Sign in to follow this  
tr0x

constant buffer with an array of floats?

Recommended Posts

Hi there,

I'd like to pass a float array to the GPU, using DirectX 11 and HLSL. But obvioulsy the following approach doesn't work:


cbuffer cbArray : register( b0 )
{
float g_floatArray[6];
};


I just found a thread about the same topic, but the answer there is to vague for me: http://forums.nvidia.com/index.php?showtopic=169643

I am new to DirectX and HLSL, so I don't know what to do now. It doesn't necessarily have to be a constant buffer - I just want to pass an array from the CPU to the GPU.


Any Suggestions?

Share this post


Link to post
Share on other sites
The constant buffer must have the right padding to work. The easiest way is to only use 4 dimensional vectors and arrays with multiples of 4 elements since the machineword is 4 floats.

For example:
float4 g_floatArray[n];
float g_floatArray[n * 4];

Share this post


Link to post
Share on other sites
Can you give more detail about how your wish for a float array of 6 doesn't work?

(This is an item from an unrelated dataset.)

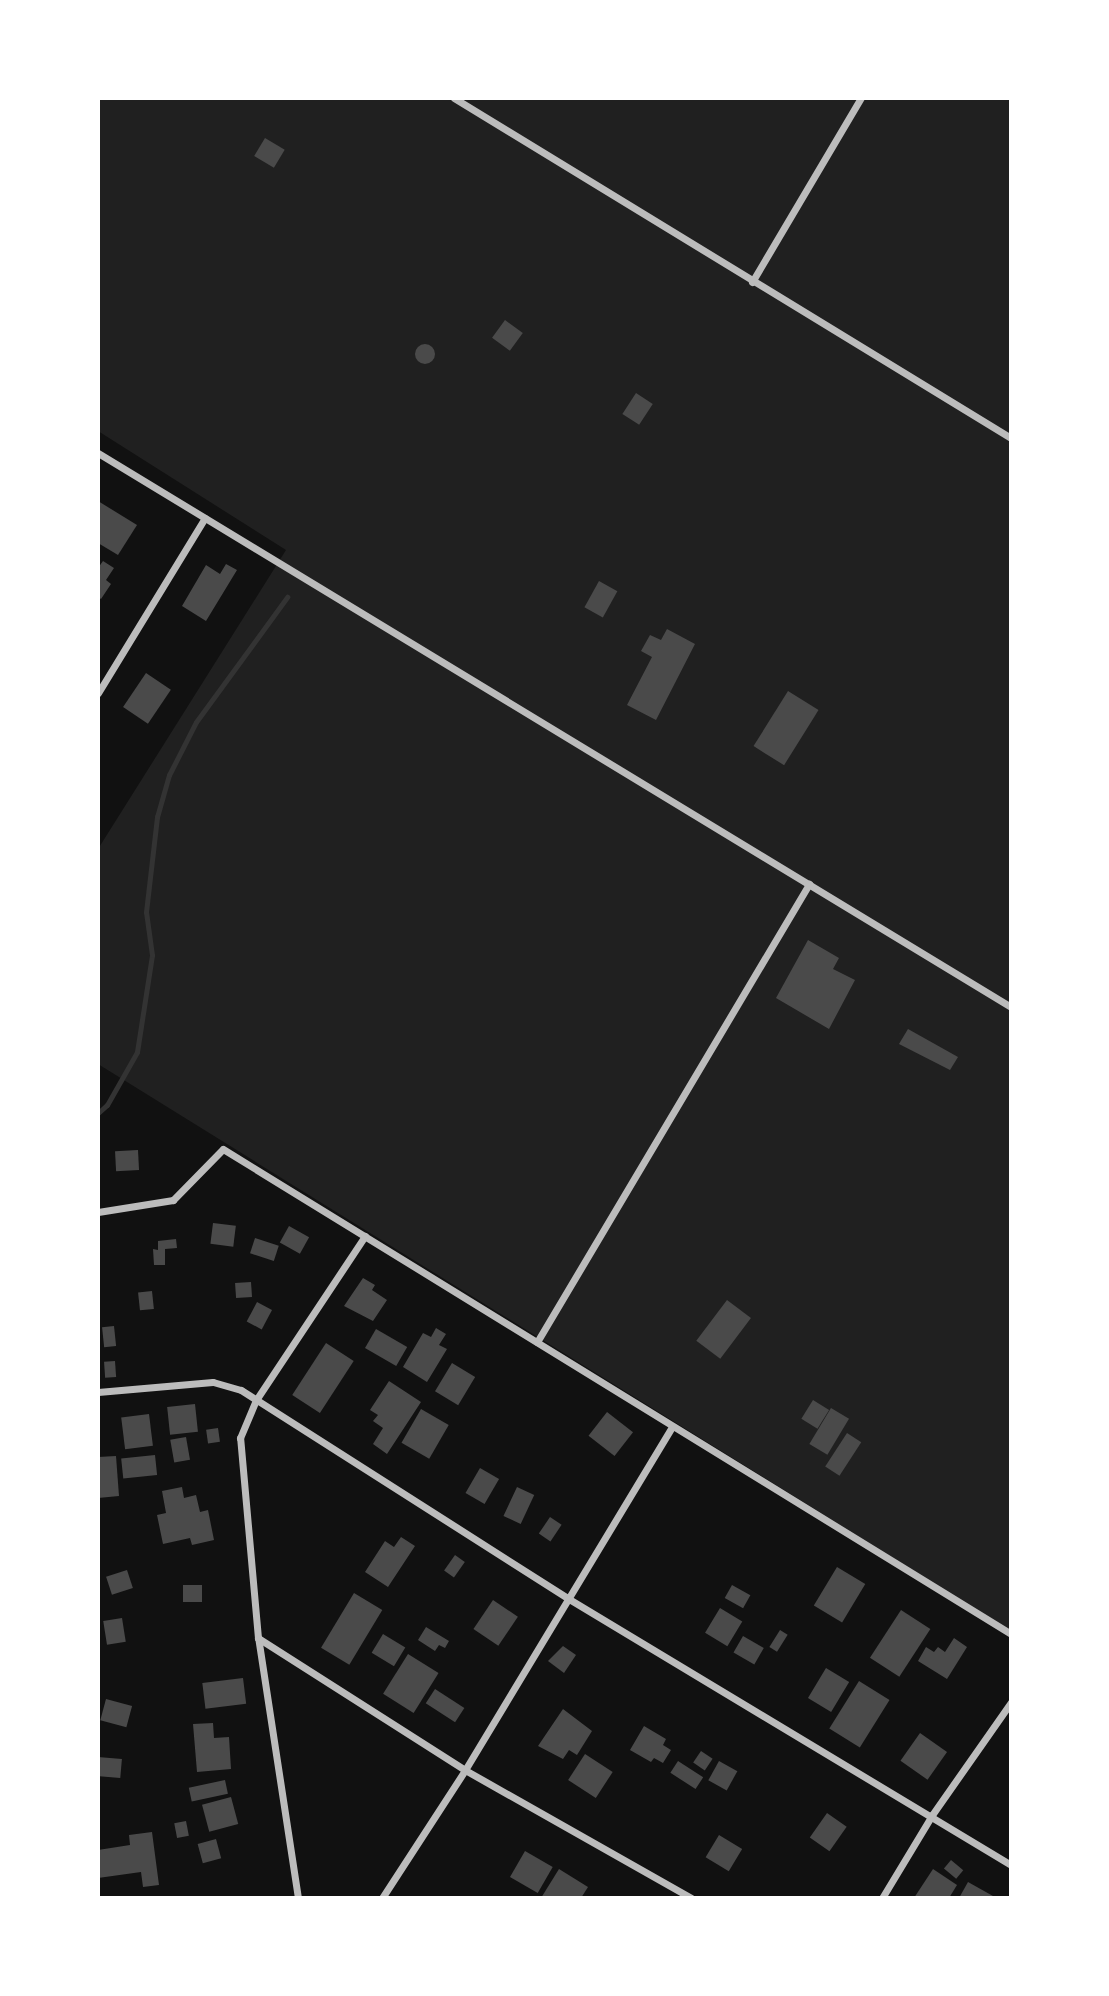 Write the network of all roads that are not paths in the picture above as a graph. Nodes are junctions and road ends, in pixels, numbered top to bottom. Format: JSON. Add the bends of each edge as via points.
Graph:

Try the following where n is the size of the array:


cbuffer cbArray
{
float4 g_array[n/4 + !!(n%4)];
}

//To use it do the following:

float x = ((float[4])(g_array[i/4]))[i%4];


Share this post


Link to post
Share on other sites
First of all: thanks for your replies!

I'll get into more detail, since I don't know at what point the problem is.


I am experimenting with the new Tesselation Hardware and therefore I'd like to use an array of floats in the Domain Shader, which is defined by the application.

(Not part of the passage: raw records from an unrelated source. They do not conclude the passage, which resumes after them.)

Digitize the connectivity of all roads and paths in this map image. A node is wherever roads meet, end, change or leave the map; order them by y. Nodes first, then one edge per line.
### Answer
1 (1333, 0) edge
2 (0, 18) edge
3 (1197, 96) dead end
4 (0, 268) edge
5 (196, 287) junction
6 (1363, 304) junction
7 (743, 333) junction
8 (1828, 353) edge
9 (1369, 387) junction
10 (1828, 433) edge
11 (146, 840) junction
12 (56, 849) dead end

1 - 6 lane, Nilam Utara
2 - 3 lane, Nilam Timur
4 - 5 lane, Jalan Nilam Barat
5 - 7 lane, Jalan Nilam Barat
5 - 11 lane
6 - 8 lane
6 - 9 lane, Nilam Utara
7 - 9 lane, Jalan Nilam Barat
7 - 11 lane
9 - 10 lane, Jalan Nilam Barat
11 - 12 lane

As a start, I used a sample program of the DirectX11 SDK and tried to change it.

So basically the relevant parts of the sourcecode look as follows:



ID3D11Buffer* g_pcbPerFrame = NULL;
UINT g_iBindPerFrame = 0;

// the array I want to use in the shader
struct CB_PER_FRAME_CONSTANTS
{
float anArray[6];
};

.
.
// Create constant buffers
D3D11_BUFFER_DESC Desc;
Desc.Usage = D3D11_USAGE_DYNAMIC;
Desc.BindFlags = D3D11_BIND_CONSTANT_BUFFER;
Desc.CPUAccessFlags = D3D11_CPU_ACCESS_WRITE;
Desc.MiscFlags = 0;

Desc.ByteWidth = sizeof( CB_PER_FRAME_CONSTANTS ) * 6; // at this point it doesn't compile without "* 6" - I don't know why exactly
V_RETURN( pd3dDevice->CreateBuffer( &Desc, NULL, &g_pcbPerFrame ) );
DXUT_SetDebugName( g_pcbPerFrame, "CB_PER_FRAME_CONSTANTS" );

.
.

// Update per-frame variables
D3D11_MAPPED_SUBRESOURCE MappedResource;
pd3dImmediateContext->Map( g_pcbPerFrame, 0, D3D11_MAP_WRITE_DISCARD, 0, &MappedResource );
CB_PER_FRAME_CONSTANTS* pData = ( CB_PER_FRAME_CONSTANTS* )MappedResource.pData;

pData->anArray[0] = 0.0f;
pData->anArray[1] = 0.2f;
pData->anArray[2] = 0.4f;
pData->anArray[3] = 0.6f;
pData->anArray[4] = 0.8f;
pData->anArray[5] = 1.0f;

pd3dImmediateContext->Unmap( g_pcbPerFrame, 0 );


// Bind the CB
pd3dImmediateContext->VSSetConstantBuffers( g_iBindPerFrame, 1, &g_pcbPerFrame );
pd3dImmediateContext->HSSetConstantBuffers( g_iBindPerFrame, 1, &g_pcbPerFrame );
pd3dImmediateContext->DSSetConstantBuffers( g_iBindPerFrame, 1, &g_pcbPerFrame );
pd3dImmediateContext->PSSetConstantBuffers( g_iBindPerFrame, 1, &g_pcbPerFrame );
.
.





and the shader:




cbuffer cbPerFrame : register( b0 )
{
float g_anArray[6];
};

.
.




So more or less everything is copied from the sample but the Array. The program compiles and starts, but the resulting Tesselation is wrong (compared to the hardcoded one) and flickers. The Tesselation changes by changing the Array, so some data is passed, but obviously in a faulty way.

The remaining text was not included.